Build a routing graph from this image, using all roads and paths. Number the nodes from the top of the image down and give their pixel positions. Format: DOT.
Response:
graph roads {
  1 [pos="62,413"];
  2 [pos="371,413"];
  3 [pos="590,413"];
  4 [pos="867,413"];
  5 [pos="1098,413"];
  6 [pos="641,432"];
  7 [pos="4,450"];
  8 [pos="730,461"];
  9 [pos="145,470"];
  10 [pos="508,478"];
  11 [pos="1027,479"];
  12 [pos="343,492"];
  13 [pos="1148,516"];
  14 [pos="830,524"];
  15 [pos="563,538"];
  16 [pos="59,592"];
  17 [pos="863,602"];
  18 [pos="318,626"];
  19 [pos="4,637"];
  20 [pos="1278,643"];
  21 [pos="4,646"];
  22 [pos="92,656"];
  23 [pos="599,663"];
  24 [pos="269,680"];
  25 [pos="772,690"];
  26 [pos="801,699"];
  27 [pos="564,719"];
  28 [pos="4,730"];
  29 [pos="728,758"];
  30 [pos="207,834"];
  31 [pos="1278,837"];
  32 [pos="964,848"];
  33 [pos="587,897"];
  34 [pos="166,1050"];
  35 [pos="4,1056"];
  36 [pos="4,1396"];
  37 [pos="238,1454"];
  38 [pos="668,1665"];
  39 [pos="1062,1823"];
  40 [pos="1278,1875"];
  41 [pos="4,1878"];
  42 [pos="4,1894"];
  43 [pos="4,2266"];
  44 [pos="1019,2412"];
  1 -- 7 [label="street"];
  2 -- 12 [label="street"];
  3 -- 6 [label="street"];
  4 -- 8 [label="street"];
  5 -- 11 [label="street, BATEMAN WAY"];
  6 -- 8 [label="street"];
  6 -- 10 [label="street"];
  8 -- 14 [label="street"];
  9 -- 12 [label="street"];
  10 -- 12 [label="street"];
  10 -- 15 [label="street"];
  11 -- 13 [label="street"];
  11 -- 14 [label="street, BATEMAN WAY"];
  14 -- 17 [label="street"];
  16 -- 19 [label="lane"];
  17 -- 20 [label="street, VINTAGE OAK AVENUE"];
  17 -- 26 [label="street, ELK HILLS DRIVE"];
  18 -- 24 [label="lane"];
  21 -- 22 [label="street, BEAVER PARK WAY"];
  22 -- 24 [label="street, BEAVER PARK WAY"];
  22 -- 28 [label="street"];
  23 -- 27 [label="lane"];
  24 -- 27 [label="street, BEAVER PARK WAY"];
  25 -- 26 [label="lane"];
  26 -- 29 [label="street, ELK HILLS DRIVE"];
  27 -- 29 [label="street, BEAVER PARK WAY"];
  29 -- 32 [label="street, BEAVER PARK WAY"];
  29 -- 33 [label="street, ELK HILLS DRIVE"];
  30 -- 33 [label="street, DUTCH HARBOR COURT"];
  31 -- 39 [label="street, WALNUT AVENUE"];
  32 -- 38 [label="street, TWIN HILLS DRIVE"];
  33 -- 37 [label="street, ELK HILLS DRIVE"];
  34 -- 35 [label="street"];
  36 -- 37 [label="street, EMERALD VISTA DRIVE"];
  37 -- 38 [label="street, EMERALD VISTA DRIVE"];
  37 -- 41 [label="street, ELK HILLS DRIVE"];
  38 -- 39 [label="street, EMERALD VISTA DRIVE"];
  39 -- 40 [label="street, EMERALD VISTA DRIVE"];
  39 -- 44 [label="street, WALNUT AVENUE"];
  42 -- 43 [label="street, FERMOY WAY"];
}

......

* [WORK REQUIRED] Transcribe every record exactly, keeping each line as it is.

* [RESPONSE AREA]
Build a routing graph from this image, using all roads and paths. Number the nodes from the top of the image down and give their pixel positions. Format: DOT.
Response:
graph roads {
  1 [pos="62,413"];
  2 [pos="371,413"];
  3 [pos="590,413"];
  4 [pos="867,413"];
  5 [pos="1098,413"];
  6 [pos="641,432"];
  7 [pos="4,450"];
  8 [pos="730,461"];
  9 [pos="145,470"];
  10 [pos="508,478"];
  11 [pos="1027,479"];
  12 [pos="343,492"];
  13 [pos="1148,516"];
  14 [pos="830,524"];
  15 [pos="563,538"];
  16 [pos="59,592"];
  17 [pos="863,602"];
  18 [pos="318,626"];
  19 [pos="4,637"];
  20 [pos="1278,643"];
  21 [pos="4,646"];
  22 [pos="92,656"];
  23 [pos="599,663"];
  24 [pos="269,680"];
  25 [pos="772,690"];
  26 [pos="801,699"];
  27 [pos="564,719"];
  28 [pos="4,730"];
  29 [pos="728,758"];
  30 [pos="207,834"];
  31 [pos="1278,837"];
  32 [pos="964,848"];
  33 [pos="587,897"];
  34 [pos="166,1050"];
  35 [pos="4,1056"];
  36 [pos="4,1396"];
  37 [pos="238,1454"];
  38 [pos="668,1665"];
  39 [pos="1062,1823"];
  40 [pos="1278,1875"];
  41 [pos="4,1878"];
  42 [pos="4,1894"];
  43 [pos="4,2266"];
  44 [pos="1019,2412"];
  1 -- 7 [label="street"];
  2 -- 12 [label="street"];
  3 -- 6 [label="street"];
  4 -- 8 [label="street"];
  5 -- 11 [label="street, BATEMAN WAY"];
  6 -- 8 [label="street"];
  6 -- 10 [label="street"];
  8 -- 14 [label="street"];
  9 -- 12 [label="street"];
  10 -- 12 [label="street"];
  10 -- 15 [label="street"];
  11 -- 13 [label="street"];
  11 -- 14 [label="street, BATEMAN WAY"];
  14 -- 17 [label="street"];
  16 -- 19 [label="lane"];
  17 -- 20 [label="street, VINTAGE OAK AVENUE"];
  17 -- 26 [label="street, ELK HILLS DRIVE"];
  18 -- 24 [label="lane"];
  21 -- 22 [label="street, BEAVER PARK WAY"];
  22 -- 24 [label="street, BEAVER PARK WAY"];
  22 -- 28 [label="street"];
  23 -- 27 [label="lane"];
  24 -- 27 [label="street, BEAVER PARK WAY"];
  25 -- 26 [label="lane"];
  26 -- 29 [label="street, ELK HILLS DRIVE"];
  27 -- 29 [label="street, BEAVER PARK WAY"];
  29 -- 32 [label="street, BEAVER PARK WAY"];
  29 -- 33 [label="street, ELK HILLS DRIVE"];
  30 -- 33 [label="street, DUTCH HARBOR COURT"];
  31 -- 39 [label="street, WALNUT AVENUE"];
  32 -- 38 [label="street, TWIN HILLS DRIVE"];
  33 -- 37 [label="street, ELK HILLS DRIVE"];
  34 -- 35 [label="street"];
  36 -- 37 [label="street, EMERALD VISTA DRIVE"];
  37 -- 38 [label="street, EMERALD VISTA DRIVE"];
  37 -- 41 [label="street, ELK HILLS DRIVE"];
  38 -- 39 [label="street, EMERALD VISTA DRIVE"];
  39 -- 40 [label="street, EMERALD VISTA DRIVE"];
  39 -- 44 [label="street, WALNUT AVENUE"];
  42 -- 43 [label="street, FERMOY WAY"];
}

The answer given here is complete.